→ **Work to complete**:
From the data, copy out every line in which the word "sizing" appears.

→ **Material for this task**:
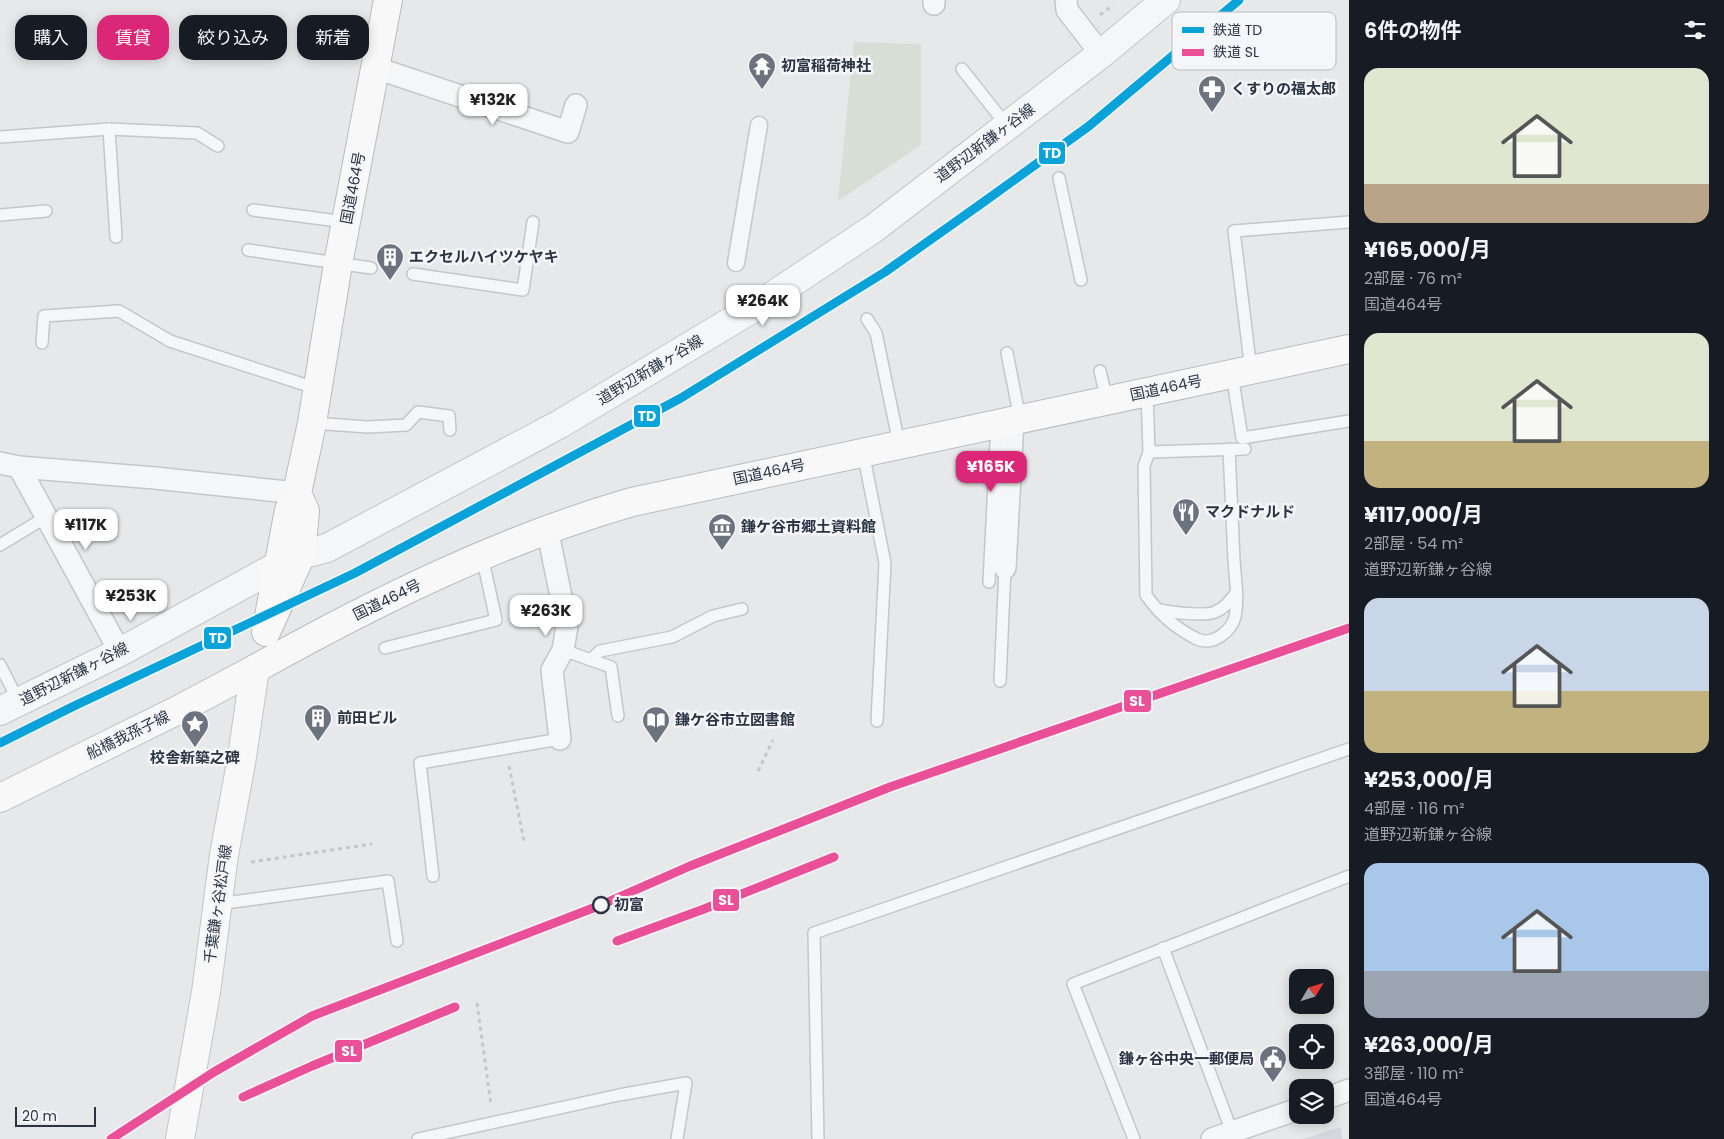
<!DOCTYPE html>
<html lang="ja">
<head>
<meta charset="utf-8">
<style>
  body { margin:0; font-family:Poppins,"Noto Sans JP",sans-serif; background:#20242c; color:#f1f3f6; height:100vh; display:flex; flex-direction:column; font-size:19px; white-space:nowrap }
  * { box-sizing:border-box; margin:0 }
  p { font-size:16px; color:#9ea1a6 }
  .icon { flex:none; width:28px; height:28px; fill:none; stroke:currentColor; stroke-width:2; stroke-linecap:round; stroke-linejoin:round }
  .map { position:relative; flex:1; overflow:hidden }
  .drawer { display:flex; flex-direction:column; background:#171b24; width:375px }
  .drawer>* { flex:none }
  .hud { position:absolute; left:15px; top:15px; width:475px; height:45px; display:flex; gap:10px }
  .needle { width:32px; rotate:52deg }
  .fabs { position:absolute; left:1289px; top:969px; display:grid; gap:10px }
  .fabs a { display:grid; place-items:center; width:45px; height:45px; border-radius:10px; background:#171b24; box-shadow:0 2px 12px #0003; font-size:25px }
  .scale { position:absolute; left:15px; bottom:12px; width:81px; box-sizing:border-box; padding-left:5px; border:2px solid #2b3445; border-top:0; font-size:14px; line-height:18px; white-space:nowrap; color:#2b3445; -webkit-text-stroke:4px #f4f6f9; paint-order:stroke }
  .price { position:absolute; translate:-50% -42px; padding:0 11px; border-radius:10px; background:#fff; color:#222; font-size:16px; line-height:32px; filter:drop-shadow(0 1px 2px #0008) }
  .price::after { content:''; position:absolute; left:50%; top:30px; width:15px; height:11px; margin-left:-8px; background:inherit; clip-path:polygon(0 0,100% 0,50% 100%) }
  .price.on { background:#db2777; color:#fff }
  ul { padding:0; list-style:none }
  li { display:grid; align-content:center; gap:10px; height:265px; padding:0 15px }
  li span { display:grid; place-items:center; height:155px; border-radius:15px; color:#555 }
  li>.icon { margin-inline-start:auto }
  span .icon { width:90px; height:90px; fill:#fffc; stroke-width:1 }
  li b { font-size:21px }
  h2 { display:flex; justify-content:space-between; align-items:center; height:60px; padding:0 15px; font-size:21px }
  .pill { padding:0 18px; border-radius:15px; background:#171b24; box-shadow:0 2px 12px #0003; font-size:18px; line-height:45px }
  .pill.on { background:#db2777; color:#fff }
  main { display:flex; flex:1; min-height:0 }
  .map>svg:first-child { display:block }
</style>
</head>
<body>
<main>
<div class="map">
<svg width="1349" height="1139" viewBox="0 0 1349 1139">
  <rect width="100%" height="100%" fill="#e6e8ea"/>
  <!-- built -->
  <path fill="#d4d7dd" d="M1341,1127L1342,1139H1303Z"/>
  <!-- green -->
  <path fill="#d6ded6" d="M854,42L921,44V145L838,201Z"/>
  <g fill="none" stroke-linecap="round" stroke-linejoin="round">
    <!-- service casing -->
    <g stroke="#c4c6c8" stroke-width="14">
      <g id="service">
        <path d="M962,69L1007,126"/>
        <path d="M109,129L116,237"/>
        <path d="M0,137L109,129L197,133L218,146"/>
        <path d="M1059,178L1081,280"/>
        <path d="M253,210L346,222"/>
        <path d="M0,215L46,211"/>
        <path d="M248,250L371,268"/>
        <path d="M413,274L523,290L533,222"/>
        <path d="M867,319L876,333L899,444"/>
        <path d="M42,343L44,316L119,311L170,341L318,389"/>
        <path d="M1007,353L1020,419"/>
        <path d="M1251,370L1234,231L1349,222"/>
        <path d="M1100,371L1107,400"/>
        <path d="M1232,374L1242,438L1349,421"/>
        <path d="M1147,392L1149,452L1245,449"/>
        <path d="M312,423L368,427L406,425L418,412L449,416L450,430"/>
        <path d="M863,452L885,563L877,721"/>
        <path d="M1149,452L1144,466L1146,595C1159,614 1177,629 1197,639C1212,646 1231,632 1235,617C1239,599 1235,578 1234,560C1232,523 1231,486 1229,449"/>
        <path d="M0,545L46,517"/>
        <path d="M989,582L997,424"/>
        <path d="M1159,610C1172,612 1203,617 1215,612C1225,608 1230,601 1236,593"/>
        <path d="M385,648L496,620L482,556"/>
        <path d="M563,650L611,667L618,716"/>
        <path d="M591,660L600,651L672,637L713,616L742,609"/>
        <path d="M0,665L19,702"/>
        <path d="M1000,681L1005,568"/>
        <path d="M433,876L420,763L560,739"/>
        <path d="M218,904L388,881L397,941"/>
        <path d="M1163,948L1232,1132"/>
        <path d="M418,1139L619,1095L686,1083L677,1139"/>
        <path d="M818,1139L814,933L1349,749"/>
        <path d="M1134,1139L1073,984L1349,876"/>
      </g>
    </g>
    <!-- pedestrian casing -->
    <g stroke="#c4c6c8" stroke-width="19">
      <path id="pedestrian" d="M736,263L759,125"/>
    </g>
    <!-- minor casing -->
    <g stroke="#c4c6c8" stroke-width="24">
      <g id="minor">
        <path d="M934,0V4"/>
        <path d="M1066,0L1067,10L1101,54"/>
        <path d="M376,68L568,132L576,105"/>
        <path d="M0,463L19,467L155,478L297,493"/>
        <path d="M19,467L120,652"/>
        <path d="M547,528L567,626L563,650L552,670L560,739"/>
        <path d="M1005,568L1013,420"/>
        <path d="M1325,1099L1349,1090"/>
        <path d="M1212,1139L1298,1109"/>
      </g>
    </g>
    <!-- tertiary casing -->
    <g stroke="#c4c6c8" stroke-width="30">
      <g id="tertiary">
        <path d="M301,555L327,548L560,424L760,304L873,229L1101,54L1166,0"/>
        <path d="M0,711L120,652L279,565"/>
      </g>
    </g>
    <!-- primary casing -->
    <g stroke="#c2c5c8" stroke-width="30">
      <g id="primary">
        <path d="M0,798L176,711L255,669"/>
        <path d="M180,1139L206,992L224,855L241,763L255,669"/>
      </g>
    </g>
    <!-- trunk casing -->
    <g stroke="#b8bbbf" stroke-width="30">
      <g id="trunk">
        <path d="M297,493L305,511L301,555L266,632L289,510L297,493L312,423L338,264L388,0"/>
        <path d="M255,669C375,602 500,540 632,502L1349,349"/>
      </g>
    </g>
    <!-- path -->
    <g stroke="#c5c6ca" stroke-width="3" stroke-dasharray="4 4" stroke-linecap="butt">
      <path d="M1100,15L1113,5"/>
      <path d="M509,766L524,841"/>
      <path d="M758,771L773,740"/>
      <path d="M251,862L372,844"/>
      <path d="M477,1003L491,1105"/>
    </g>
    <!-- service -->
    <use href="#service" stroke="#f5f6f7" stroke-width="11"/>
    <!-- pedestrian -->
    <use href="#pedestrian" stroke="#f5f6f7" stroke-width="16"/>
    <!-- minor -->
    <use href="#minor" stroke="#f5f6f7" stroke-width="21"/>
    <!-- tertiary -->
    <use href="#tertiary" stroke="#f5f6f7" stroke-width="28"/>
    <!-- primary -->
    <use href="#primary" stroke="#f8f8f8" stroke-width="28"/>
    <!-- trunk -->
    <use href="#trunk" stroke="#f8f8f8" stroke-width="28"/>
    <!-- rail-1 casing -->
    <g stroke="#f4f6f9" stroke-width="12">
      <path id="rail-1" d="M0,743L72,707L355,573L681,398L885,272L985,201L1089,126L1239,0"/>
    </g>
    <!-- rail-2 casing -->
    <g stroke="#f4f6f9" stroke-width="12">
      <g id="rail-2">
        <path d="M617,941L704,909L834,857"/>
        <path d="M243,1097L312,1066L455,1007"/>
        <path d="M111,1139L214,1072L312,1016L601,905L690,866L890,787L1349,628"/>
      </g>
    </g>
    <!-- rail-1 -->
    <use href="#rail-1" stroke="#09a3da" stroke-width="9"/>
    <!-- rail-2 -->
    <use href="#rail-2" stroke="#e95098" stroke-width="9"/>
  </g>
  <!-- icons -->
  <defs>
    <g id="temple-pin" transform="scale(1.4375)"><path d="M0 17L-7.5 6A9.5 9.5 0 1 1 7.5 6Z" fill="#6c737f" stroke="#f4f6f9"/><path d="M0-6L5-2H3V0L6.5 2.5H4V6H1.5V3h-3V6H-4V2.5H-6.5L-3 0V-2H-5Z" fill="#fff"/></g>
    <g id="pharmacy-pin" transform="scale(1.4375)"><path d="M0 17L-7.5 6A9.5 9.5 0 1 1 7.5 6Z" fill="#6c737f" stroke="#f4f6f9"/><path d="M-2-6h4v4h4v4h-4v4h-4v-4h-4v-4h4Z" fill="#fff"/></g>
    <g id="building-pin" transform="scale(1.4375)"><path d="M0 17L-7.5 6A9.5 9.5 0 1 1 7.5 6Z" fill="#6c737f" stroke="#f4f6f9"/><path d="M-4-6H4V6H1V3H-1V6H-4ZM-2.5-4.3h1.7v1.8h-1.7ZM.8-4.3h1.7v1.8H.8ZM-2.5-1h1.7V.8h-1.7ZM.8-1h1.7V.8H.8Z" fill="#fff"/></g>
    <g id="restaurant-pin" transform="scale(1.4375)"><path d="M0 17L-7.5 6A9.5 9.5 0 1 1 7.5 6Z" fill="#6c737f" stroke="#f4f6f9"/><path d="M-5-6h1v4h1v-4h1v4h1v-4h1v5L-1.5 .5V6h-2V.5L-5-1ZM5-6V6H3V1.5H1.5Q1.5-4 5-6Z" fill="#fff"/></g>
    <g id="museum-pin" transform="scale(1.4375)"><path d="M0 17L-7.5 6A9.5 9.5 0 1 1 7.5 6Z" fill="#6c737f" stroke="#f4f6f9"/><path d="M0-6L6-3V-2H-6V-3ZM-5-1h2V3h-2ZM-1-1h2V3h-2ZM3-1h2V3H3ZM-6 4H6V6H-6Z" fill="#fff"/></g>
    <g id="library-pin" transform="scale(1.4375)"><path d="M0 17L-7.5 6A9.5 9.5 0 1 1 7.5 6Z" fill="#6c737f" stroke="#f4f6f9"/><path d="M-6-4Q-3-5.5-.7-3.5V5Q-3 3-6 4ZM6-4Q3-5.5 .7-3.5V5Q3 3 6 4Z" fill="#fff"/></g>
    <g id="sight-pin" transform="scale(1.4375)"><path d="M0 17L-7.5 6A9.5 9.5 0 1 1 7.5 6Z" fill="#6c737f" stroke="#f4f6f9"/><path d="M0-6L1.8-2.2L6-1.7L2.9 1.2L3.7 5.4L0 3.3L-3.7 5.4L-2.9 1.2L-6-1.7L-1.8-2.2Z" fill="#fff"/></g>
    <g id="civic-pin" transform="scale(1.4375)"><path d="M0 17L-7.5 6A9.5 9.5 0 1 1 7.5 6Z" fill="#6c737f" stroke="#f4f6f9"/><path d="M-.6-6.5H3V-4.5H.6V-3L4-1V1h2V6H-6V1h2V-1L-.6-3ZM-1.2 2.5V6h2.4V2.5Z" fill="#fff"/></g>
  </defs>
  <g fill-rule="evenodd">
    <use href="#temple-pin" x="762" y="66"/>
    <use href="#pharmacy-pin" x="1212" y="89"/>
    <use href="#building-pin" x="390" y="257"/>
    <use href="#restaurant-pin" x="1186" y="512"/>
    <use href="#museum-pin" x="722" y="527"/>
    <use href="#building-pin" x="318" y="718"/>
    <use href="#library-pin" x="656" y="720"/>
    <use href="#sight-pin" x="195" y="724"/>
    <use href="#civic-pin" x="1273" y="1059"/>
  </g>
  <!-- markers -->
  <circle fill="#f4f6f9" stroke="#2b3445" stroke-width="2.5" cx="601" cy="905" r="8"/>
  <g text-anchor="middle" stroke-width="5" stroke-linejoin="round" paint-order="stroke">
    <!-- poi labels -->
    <g font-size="15" font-weight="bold" fill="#2b3445" stroke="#f4f6f9" text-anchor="start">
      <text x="781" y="71">初富稲荷神社</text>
      <text x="1231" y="94">くすりの福太郎</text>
      <text x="409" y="262">エクセルハイツケヤキ</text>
      <text x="1205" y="517">マクドナルド</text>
      <text x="741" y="532">鎌ケ谷市郷土資料館</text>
      <text x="337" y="723">前田ビル</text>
      <text x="675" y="725">鎌ケ谷市立図書館</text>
      <text x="195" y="763" text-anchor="middle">校舎新築之碑</text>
      <text x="1254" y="1064" text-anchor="end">鎌ヶ谷中央一郵便局</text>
    </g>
    <!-- street labels -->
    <g font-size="15" fill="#2b3445" stroke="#f4f6f9">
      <text transform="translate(985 143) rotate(-37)" y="5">道野辺新鎌ヶ谷線</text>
      <text transform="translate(353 188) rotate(-79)" y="5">国道464号</text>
      <text transform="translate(650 370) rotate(-31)" y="5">道野辺新鎌ヶ谷線</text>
      <text transform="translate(1166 388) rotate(-12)" y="5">国道464号</text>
      <text transform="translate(769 472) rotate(-12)" y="5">国道464号</text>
      <text transform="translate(387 600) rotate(-26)" y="5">国道464号</text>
      <text transform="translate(74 674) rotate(-27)" y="5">道野辺新鎌ヶ谷線</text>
      <text transform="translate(128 735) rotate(-26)" y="5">船橋我孫子線</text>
      <text transform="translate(218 904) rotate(-82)" y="5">千葉鎌ヶ谷松戸線</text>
    </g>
    <!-- stop labels -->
    <g font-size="15" font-weight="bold" fill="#2b3445" stroke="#f4f6f9" text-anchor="start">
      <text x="614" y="910">初富</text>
    </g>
  </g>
  <!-- legend -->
  <rect x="1172" y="12" width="164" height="58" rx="8" fill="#f4f6f9" stroke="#b8bcc3" stroke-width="1"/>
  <rect x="1182" y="27" width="22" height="6" fill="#09a3da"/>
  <rect x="1182" y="49" width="22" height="7" fill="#e95098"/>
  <g font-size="14" fill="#2b3445">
    <text x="1213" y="35">鉄道 TD</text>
    <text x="1213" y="57">鉄道 SL</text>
  </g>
  <g stroke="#f4f6f9" stroke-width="2">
    <rect x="1038" y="141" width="28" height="24" rx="5" fill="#09a3da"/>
    <rect x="633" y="404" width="28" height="24" rx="5" fill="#09a3da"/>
    <rect x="203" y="626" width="29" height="24" rx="5" fill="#09a3da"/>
    <rect x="1123" y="689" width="29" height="24" rx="5" fill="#e95098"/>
    <rect x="712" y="888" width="28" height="24" rx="5" fill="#e95098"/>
    <rect x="334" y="1039" width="29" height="24" rx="5" fill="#e95098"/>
  </g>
  <g font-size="14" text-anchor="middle" font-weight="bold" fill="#fff">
    <text x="1052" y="158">TD</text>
    <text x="647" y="421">TD</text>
    <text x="218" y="643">TD</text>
    <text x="1137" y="706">SL</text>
    <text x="726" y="905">SL</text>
    <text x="349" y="1056">SL</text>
  </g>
</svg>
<div class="fabs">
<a><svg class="needle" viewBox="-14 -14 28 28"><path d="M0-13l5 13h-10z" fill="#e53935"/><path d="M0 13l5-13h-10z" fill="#9ea1a6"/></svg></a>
<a><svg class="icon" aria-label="locate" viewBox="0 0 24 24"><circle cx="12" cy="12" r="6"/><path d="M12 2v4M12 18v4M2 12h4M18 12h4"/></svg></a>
<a><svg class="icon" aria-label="layers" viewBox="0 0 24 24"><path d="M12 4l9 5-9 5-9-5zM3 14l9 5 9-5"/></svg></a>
</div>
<div class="scale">20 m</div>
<b class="price" style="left:493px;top:126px">¥132K</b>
<b class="price" style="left:763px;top:327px">¥264K</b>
<b class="price on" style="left:991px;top:493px">¥165K</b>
<b class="price" style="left:86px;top:551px">¥117K</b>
<b class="price" style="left:131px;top:622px">¥253K</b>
<b class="price" style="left:546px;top:637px">¥263K</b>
<div class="hud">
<a class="pill">購入</a>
<a class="pill on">賃貸</a>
<a class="pill">絞り込み</a>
<a class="pill">新着</a>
</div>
</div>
<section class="drawer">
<h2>6件の物件<svg class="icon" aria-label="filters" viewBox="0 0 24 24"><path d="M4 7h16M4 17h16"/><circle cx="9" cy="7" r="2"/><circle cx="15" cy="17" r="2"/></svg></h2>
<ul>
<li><span style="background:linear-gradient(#dfe7d0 75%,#b9a48a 0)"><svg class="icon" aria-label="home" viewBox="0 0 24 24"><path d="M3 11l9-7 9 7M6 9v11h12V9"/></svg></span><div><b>¥165,000/月</b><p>2部屋 · 76 m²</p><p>国道464号</p></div></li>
<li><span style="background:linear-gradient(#dfe7d0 70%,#c2b280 0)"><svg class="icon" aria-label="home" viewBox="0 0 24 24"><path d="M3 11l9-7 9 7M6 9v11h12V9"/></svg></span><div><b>¥117,000/月</b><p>2部屋 · 54 m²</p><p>道野辺新鎌ヶ谷線</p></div></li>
<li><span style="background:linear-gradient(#c9d6e8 60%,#c2b280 0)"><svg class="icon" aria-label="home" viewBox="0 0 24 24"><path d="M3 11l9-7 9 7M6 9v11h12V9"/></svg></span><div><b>¥253,000/月</b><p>4部屋 · 116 m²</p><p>道野辺新鎌ヶ谷線</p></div></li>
<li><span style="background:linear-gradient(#a9c7e8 70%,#9aa5b1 0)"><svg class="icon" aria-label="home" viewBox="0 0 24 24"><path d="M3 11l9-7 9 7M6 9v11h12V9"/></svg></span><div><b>¥263,000/月</b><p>3部屋 · 110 m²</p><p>国道464号</p></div></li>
</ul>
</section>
</main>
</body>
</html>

→ **Result for this task**:
  * { box-sizing:border-box; margin:0 }
  .scale { position:absolute; left:15px; bottom:12px; width:81px; box-sizing:border-box; padding-left:5px; border:2px solid #2b3445; border-top:0; font-size:14px; line-height:18px; white-space:nowrap; color:#2b3445; -webkit-text-stroke:4px #f4f6f9; paint-order:stroke }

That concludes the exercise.